The answer must be a single number: how many lines in the entries hold the string "road".

Saved data entries:

____

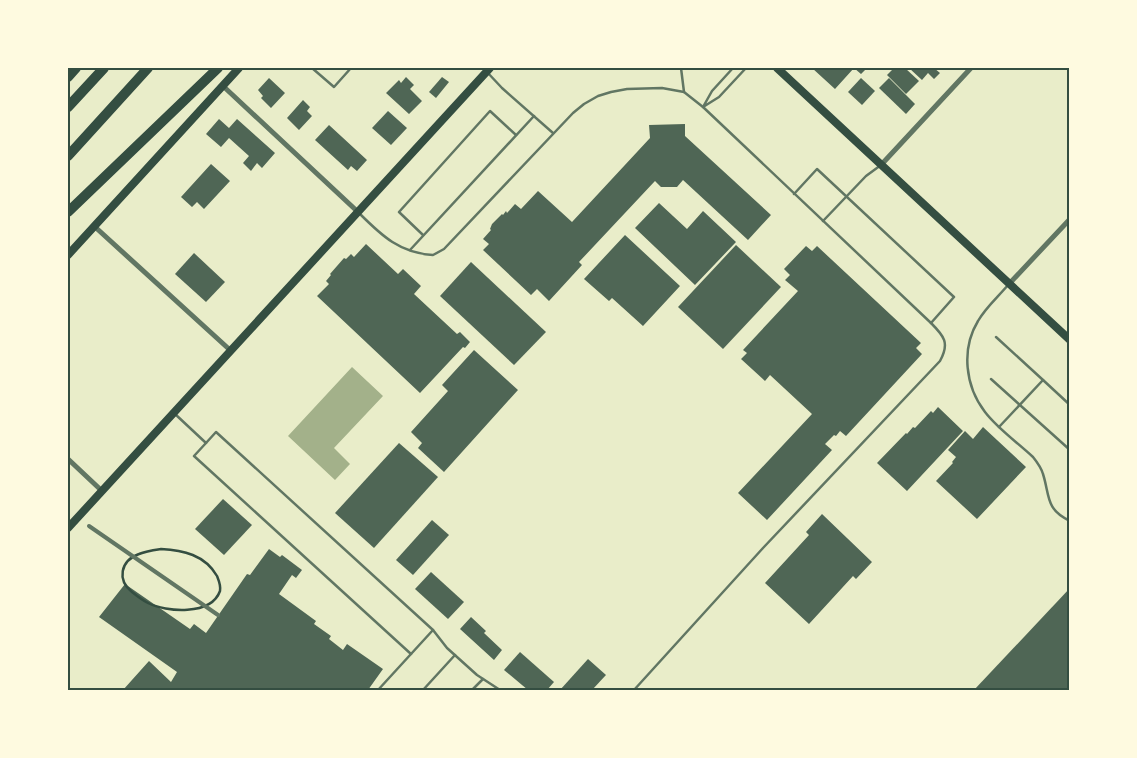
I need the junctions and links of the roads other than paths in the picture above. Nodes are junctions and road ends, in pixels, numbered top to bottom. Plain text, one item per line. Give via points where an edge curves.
1 (76, 68) edge
2 (104, 68) edge
3 (148, 68) edge
4 (218, 68) edge
5 (239, 68) edge
6 (312, 68) edge
7 (350, 68) edge
8 (681, 68) edge
9 (733, 68) edge
10 (746, 68) edge
11 (777, 68) edge
12 (971, 68) edge
13 (486, 69) edge
14 (68, 77) edge
15 (222, 86) junction
16 (684, 92) junction
17 (68, 107) edge
18 (702, 107) junction
19 (534, 116) junction
20 (553, 133) junction
21 (516, 136) junction
22 (68, 156) edge
23 (881, 165) junction
24 (794, 194) junction
25 (846, 196) junction
26 (68, 212) edge
27 (358, 212) junction
28 (1070, 219) edge
29 (823, 221) junction
30 (94, 226) junction
31 (423, 235) junction
32 (410, 250) junction
33 (68, 255) edge
34 (1009, 284) junction
35 (931, 323) junction
36 (996, 337) dead end
37 (1070, 340) edge
38 (230, 350) junction
39 (991, 379) dead end
40 (1043, 380) junction
41 (1020, 405) junction
42 (1070, 405) edge
43 (173, 413) junction
44 (1000, 427) junction
45 (206, 443) junction
46 (1070, 450) edge
47 (68, 459) edge
48 (102, 491) junction
49 (1070, 522) edge
50 (89, 526) dead end
51 (68, 528) edge
52 (218, 615) dead end
53 (433, 630) junction
54 (411, 654) junction
55 (455, 655) junction
56 (483, 679) junction
57 (378, 690) edge
58 (423, 690) edge
59 (472, 690) edge
60 (500, 690) edge
61 (634, 690) edge

1 - 14 highway
2 - 17 highway
3 - 22 highway
4 - 26 highway
5 - 15 main road
6 - 7 lane via 334,88
8 - 16 lane
9 - 18 lane via 712,90
10 - 18 lane via 719,98
11 - 23 main road
12 - 23 street
13 - 19 lane
13 - 27 main road
15 - 27 street
15 - 30 main road
16 - 18 lane
16 - 20 lane via 662,88 611,92 584,104
18 - 24 lane
19 - 20 lane
19 - 21 lane
20 - 32 lane via 444,248 433,255
21 - 31 lane
21 - 31 lane via 490,111 399,212
23 - 25 lane
23 - 34 main road
24 - 25 lane via 818,169
24 - 29 lane
25 - 29 lane
25 - 35 lane via 954,298
27 - 32 lane via 388,241
27 - 38 main road
28 - 34 street
29 - 35 lane
30 - 33 main road
30 - 38 street
31 - 32 lane
34 - 37 main road
34 - 44 lane via 979,319 967,358 971,386 979,404
35 - 61 lane via 945,343 940,361
36 - 40 lane
38 - 43 main road
39 - 41 lane
40 - 41 lane
40 - 42 lane
41 - 44 lane
41 - 46 lane
43 - 45 lane
43 - 48 main road
44 - 49 lane via 1039,465 1050,504
45 - 53 lane via 216,432
45 - 54 lane via 194,456
47 - 48 street
48 - 51 main road
50 - 52 street
53 - 54 lane
53 - 55 lane
54 - 57 lane
55 - 56 lane
55 - 58 lane
56 - 59 lane
56 - 60 lane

____

Response for this exercise: 12